◆ Problem to work on ◆
Each line of the data below that contains "Промышленная" must be copied.

◆ Extracted entries ◆
====================

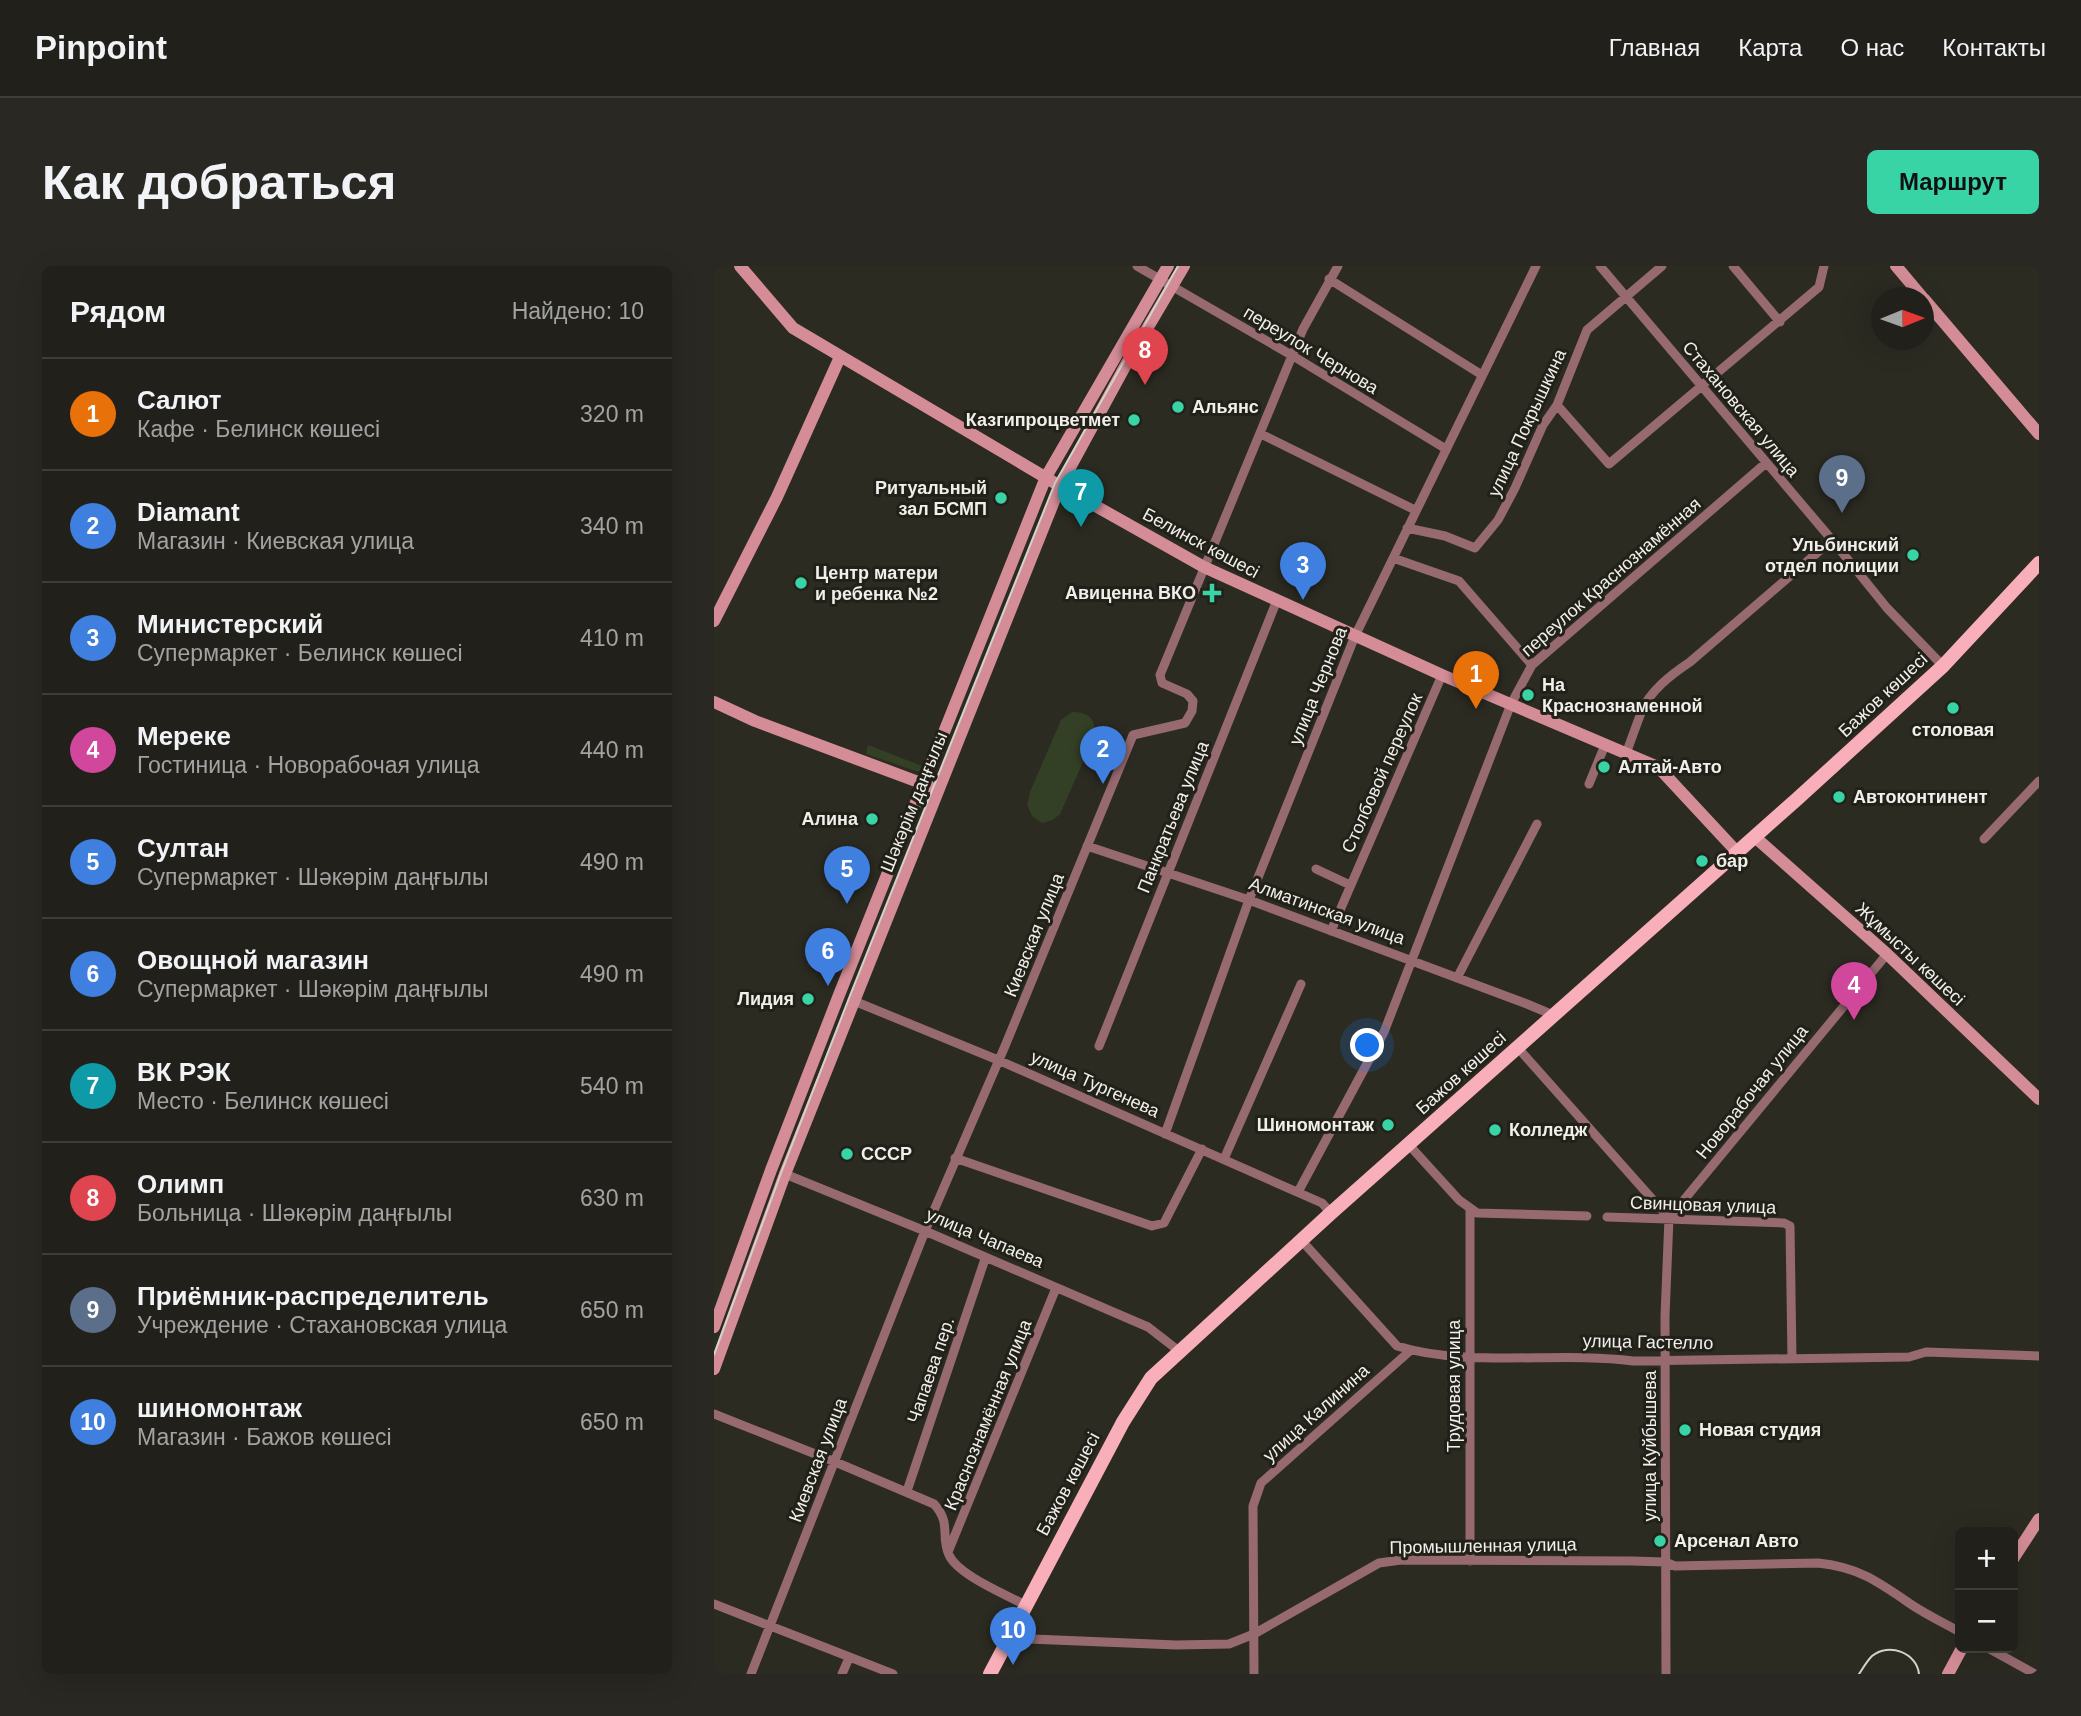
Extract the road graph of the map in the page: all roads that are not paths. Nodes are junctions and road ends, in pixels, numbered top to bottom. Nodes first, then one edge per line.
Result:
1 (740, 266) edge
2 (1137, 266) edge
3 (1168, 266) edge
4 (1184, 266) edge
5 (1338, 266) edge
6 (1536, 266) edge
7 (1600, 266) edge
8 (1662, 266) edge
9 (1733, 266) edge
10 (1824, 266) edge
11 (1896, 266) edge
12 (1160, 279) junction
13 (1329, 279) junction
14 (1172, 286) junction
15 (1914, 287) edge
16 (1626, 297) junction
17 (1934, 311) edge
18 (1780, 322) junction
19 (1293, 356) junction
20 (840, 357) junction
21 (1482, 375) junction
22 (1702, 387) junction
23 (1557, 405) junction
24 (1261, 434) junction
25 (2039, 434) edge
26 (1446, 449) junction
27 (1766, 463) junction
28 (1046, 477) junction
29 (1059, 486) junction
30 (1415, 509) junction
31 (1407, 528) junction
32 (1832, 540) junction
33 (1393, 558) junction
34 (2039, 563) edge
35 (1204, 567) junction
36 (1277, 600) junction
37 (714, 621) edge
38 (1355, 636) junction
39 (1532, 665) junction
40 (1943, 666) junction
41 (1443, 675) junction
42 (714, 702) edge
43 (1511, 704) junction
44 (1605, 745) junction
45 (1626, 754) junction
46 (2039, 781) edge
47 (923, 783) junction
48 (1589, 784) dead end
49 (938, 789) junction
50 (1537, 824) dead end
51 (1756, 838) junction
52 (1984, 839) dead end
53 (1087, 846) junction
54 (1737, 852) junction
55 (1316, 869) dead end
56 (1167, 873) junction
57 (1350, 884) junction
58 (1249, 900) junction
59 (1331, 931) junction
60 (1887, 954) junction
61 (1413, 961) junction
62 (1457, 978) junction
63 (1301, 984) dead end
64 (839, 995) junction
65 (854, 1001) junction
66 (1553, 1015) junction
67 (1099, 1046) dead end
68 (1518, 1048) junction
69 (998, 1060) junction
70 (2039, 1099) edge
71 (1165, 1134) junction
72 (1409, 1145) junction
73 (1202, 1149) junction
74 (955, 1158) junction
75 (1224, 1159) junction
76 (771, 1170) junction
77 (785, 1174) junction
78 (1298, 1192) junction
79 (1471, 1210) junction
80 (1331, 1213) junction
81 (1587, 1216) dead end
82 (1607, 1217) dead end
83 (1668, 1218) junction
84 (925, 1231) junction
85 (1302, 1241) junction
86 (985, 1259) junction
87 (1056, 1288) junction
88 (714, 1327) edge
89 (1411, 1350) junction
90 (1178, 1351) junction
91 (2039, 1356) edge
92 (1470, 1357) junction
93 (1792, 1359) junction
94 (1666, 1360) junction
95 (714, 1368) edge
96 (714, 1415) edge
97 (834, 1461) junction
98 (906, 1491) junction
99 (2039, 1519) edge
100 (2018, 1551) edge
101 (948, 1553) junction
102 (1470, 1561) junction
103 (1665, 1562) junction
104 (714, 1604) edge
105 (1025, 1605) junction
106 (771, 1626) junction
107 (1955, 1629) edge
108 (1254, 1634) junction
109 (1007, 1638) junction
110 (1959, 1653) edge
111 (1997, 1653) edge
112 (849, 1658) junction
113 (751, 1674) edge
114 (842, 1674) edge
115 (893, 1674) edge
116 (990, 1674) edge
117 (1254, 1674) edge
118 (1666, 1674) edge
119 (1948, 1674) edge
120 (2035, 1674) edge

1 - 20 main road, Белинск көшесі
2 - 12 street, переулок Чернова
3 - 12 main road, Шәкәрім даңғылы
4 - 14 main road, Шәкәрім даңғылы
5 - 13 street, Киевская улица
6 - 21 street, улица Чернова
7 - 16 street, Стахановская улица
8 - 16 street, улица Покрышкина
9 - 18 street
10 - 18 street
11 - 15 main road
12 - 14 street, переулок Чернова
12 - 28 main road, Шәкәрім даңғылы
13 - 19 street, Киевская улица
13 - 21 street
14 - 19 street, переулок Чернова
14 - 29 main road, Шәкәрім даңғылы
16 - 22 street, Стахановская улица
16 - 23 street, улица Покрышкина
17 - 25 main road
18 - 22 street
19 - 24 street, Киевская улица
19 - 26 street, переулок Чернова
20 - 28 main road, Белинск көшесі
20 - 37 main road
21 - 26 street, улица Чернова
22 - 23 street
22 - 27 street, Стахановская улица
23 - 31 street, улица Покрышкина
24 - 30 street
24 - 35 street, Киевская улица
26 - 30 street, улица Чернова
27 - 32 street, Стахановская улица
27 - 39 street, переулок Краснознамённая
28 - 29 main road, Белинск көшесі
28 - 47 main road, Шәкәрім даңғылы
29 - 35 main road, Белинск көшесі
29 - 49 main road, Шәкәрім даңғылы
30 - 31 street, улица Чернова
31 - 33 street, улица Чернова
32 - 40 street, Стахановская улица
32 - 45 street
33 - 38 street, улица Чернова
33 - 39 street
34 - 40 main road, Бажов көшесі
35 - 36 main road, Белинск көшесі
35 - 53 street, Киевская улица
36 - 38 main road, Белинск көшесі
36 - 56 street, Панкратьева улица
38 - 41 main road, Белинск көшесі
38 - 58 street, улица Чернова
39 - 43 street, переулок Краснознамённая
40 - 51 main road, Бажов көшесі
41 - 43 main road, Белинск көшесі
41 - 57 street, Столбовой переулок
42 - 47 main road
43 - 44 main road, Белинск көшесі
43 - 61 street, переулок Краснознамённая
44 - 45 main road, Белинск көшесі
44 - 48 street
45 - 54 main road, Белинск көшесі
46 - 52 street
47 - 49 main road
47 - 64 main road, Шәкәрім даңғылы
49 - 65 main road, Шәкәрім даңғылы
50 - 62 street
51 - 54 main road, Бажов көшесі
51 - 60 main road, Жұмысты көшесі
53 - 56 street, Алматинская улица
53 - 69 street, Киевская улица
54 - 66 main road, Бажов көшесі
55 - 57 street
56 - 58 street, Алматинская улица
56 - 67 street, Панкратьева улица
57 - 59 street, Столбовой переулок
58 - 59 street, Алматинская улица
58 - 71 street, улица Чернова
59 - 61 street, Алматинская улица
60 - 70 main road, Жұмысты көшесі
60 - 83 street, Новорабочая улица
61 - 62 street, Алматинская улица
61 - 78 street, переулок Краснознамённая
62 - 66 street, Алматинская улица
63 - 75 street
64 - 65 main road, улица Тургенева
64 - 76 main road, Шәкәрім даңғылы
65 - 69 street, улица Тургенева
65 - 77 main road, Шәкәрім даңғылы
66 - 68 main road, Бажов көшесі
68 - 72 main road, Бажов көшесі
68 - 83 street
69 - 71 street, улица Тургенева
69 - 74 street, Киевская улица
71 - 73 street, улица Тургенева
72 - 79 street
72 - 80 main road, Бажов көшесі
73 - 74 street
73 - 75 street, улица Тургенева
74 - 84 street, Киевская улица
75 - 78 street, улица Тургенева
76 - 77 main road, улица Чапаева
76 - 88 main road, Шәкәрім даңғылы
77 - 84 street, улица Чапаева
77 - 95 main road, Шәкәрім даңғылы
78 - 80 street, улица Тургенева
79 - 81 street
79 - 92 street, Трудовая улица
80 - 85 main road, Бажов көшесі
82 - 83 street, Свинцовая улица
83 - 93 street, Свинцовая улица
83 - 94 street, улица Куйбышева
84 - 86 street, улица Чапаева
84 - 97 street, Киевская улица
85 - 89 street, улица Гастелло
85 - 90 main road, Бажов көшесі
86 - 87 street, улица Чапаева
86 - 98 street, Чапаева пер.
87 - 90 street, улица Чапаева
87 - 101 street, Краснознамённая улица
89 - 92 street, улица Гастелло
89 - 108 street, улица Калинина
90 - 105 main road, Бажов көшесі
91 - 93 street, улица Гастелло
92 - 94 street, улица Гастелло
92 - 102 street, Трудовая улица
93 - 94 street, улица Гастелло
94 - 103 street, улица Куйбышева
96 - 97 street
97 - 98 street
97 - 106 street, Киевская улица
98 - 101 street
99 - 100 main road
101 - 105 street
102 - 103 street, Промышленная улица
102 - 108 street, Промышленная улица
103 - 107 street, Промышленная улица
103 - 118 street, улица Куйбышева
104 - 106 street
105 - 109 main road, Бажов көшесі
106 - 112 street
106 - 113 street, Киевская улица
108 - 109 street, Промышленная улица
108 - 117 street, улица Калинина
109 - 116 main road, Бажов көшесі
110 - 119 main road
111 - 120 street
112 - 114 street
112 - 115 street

====================

◆ Answer ◆
102 - 103 street, Промышленная улица
102 - 108 street, Промышленная улица
103 - 107 street, Промышленная улица
108 - 109 street, Промышленная улица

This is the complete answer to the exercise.